Polymers, Colloids & Interfaces, Short talk

3D Printing of Personalized Biodegradable Airway Stents via Vat Photopolymerization

Y. Bao1, K. Masania2, N. Kleger2, J. Cadalbert1, J. Leroux1*
1Drug Formulation and Delivery, Institute of Pharmaceutical Science, Department of Chemistry and Applied Biosciences, ETH Zurich, 2Complex Materials, Department of Materials, ETH Zurich, 3Musculoskeletal Research Unit, Vetsuisse Faculty, University of Zurich, 4Department of Pulmonology, University Hospital Zurich

Stereolithography (SLA)-based 3D printing exhibits distinguished advantages including high resolution, good surface quality and relatively low cost. It is based on a vat photopolymerization process, taking place in a bath containing liquid (macro)monomers and photoinitiators. In combination with medical imaging techniques, this might provide enormous opportunities to design customized drug formulations and biomedical devices.[1] Unfortunately, the lack of biomaterials suitable for SLA limits its medical applications, especially when the manufacture of biodegradable elastic devices is sought. As a typical elastic implant, airway stents are designed to simulate the airway anatomy, palliating symptoms in patients suffering from central airway obstruction. However, the clinical use of commercial one-size-fits-all stents is often constrained by the geometrical mismatching to the complex tracheabronchial anatomy of individual patients.[2] Therefore, biodegradable airway stents with personalized geometry are highly desired. Here, we report the SLA printing of personalized airway stents from biodegradable polymeric materials (Figure 1). A series of polymers with various molecular weights were synthesized for 3D printing in a customized SLA printer. The printed specimens exhibited highly tunable mechanical properties, depending on the polymer chain length and on the feeding ratio of the different polymers. An airway stent prototype based on the computed tomography (CT) scan images of rabbit trachea was successfully printed from the optimized polymeric materials. It exhibited high flexibility and stretchability, which were comparable to those of commercial silicone products with the added advantage of being bioresorbable. This work opens new perspectives for developing biodegradable 3D printed personalized medical devices with adequate mechanical properties.    
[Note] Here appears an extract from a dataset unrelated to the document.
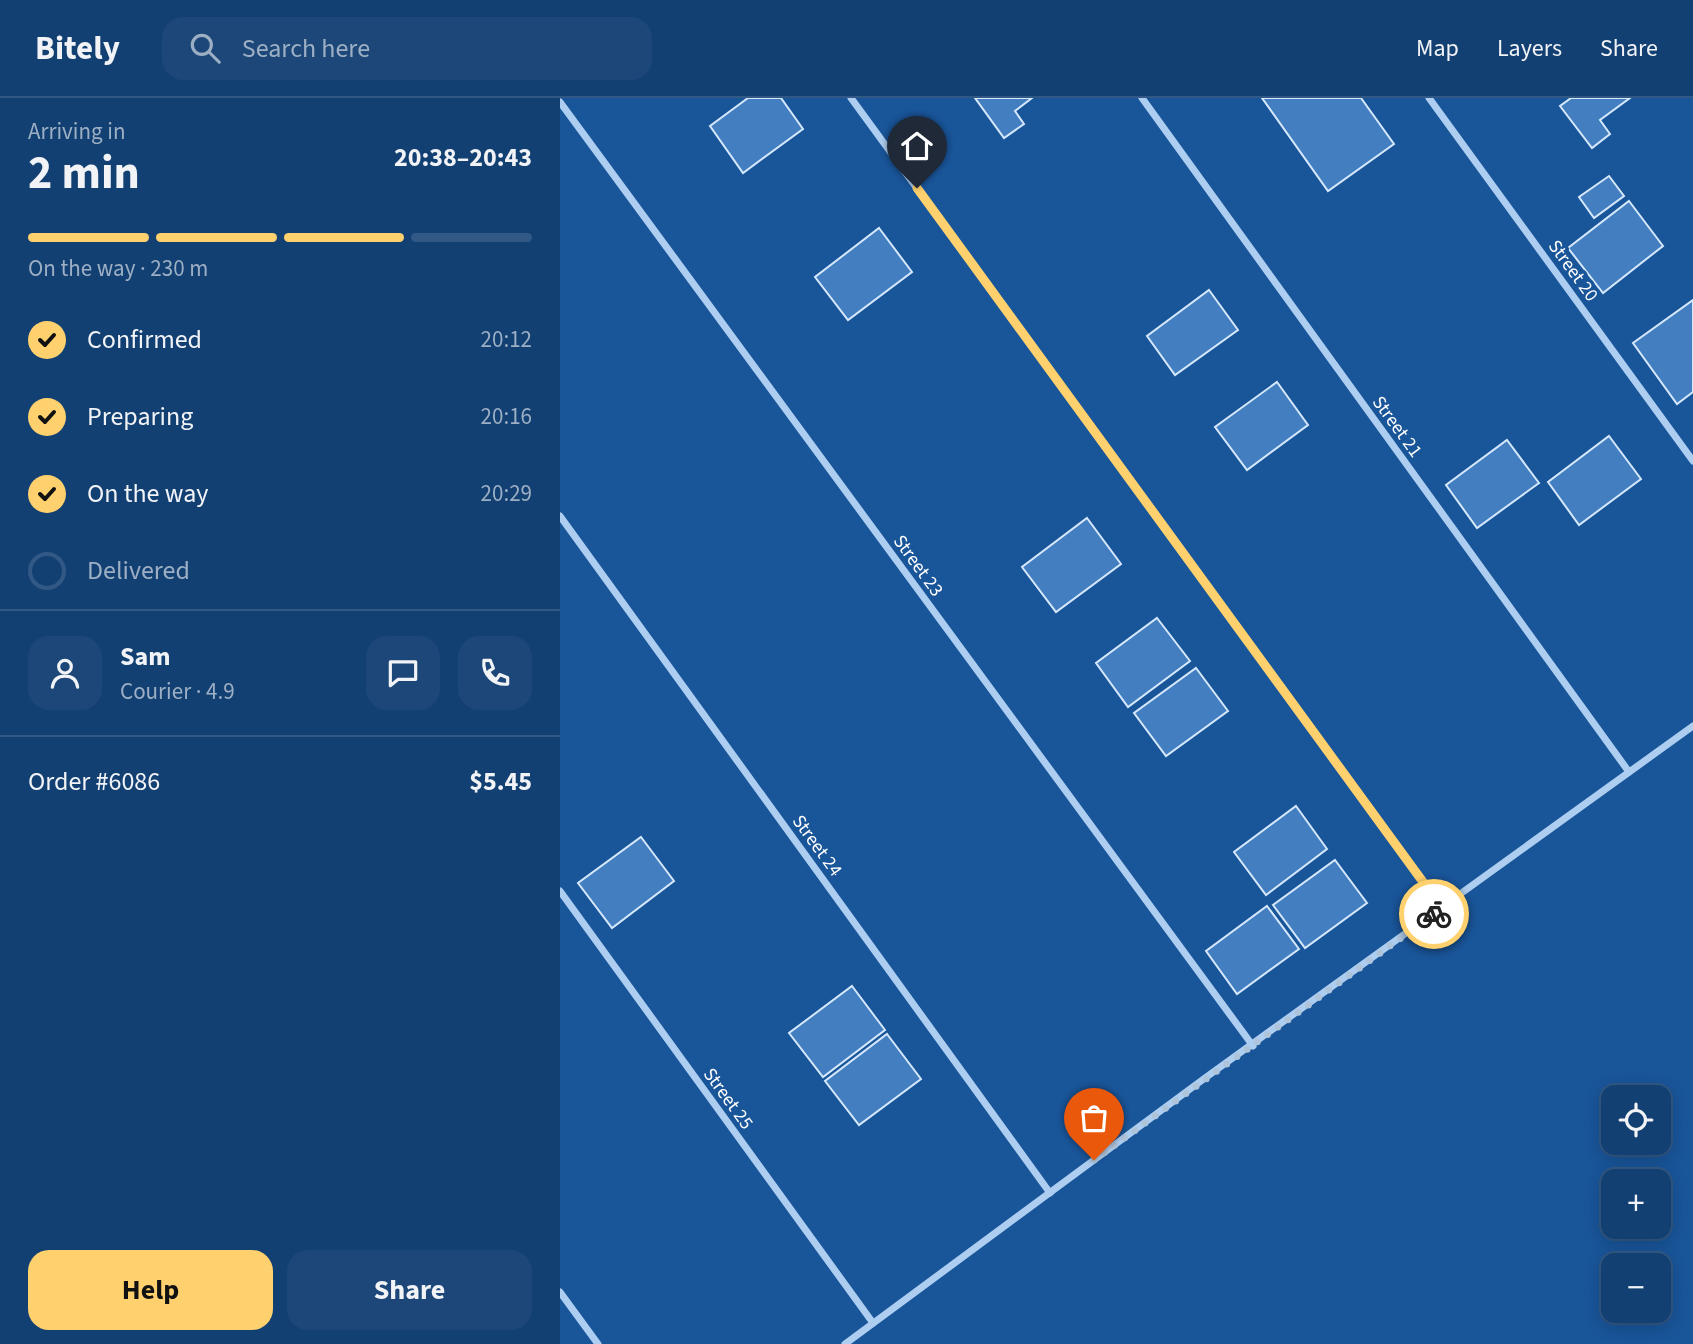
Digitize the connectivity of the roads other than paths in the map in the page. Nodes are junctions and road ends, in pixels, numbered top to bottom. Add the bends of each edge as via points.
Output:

Figure 1. Representative tensile stress-strain curves of 3D printed specimens with highly tunable mechanical properties. Inset: 3D printed biodegradable stent based on CT scan images of rabbit trachea.

[1] Zhang, J.; Xiao, P. Polym. Chem., 2018, 9, 1530. [2] Xu, J.; Ong, H. X.; Traini, D.; Byrom, M.; Williamson, J.; Young, P. M. Drug. Dev. Ind. Pharm. 2019, 45, 1.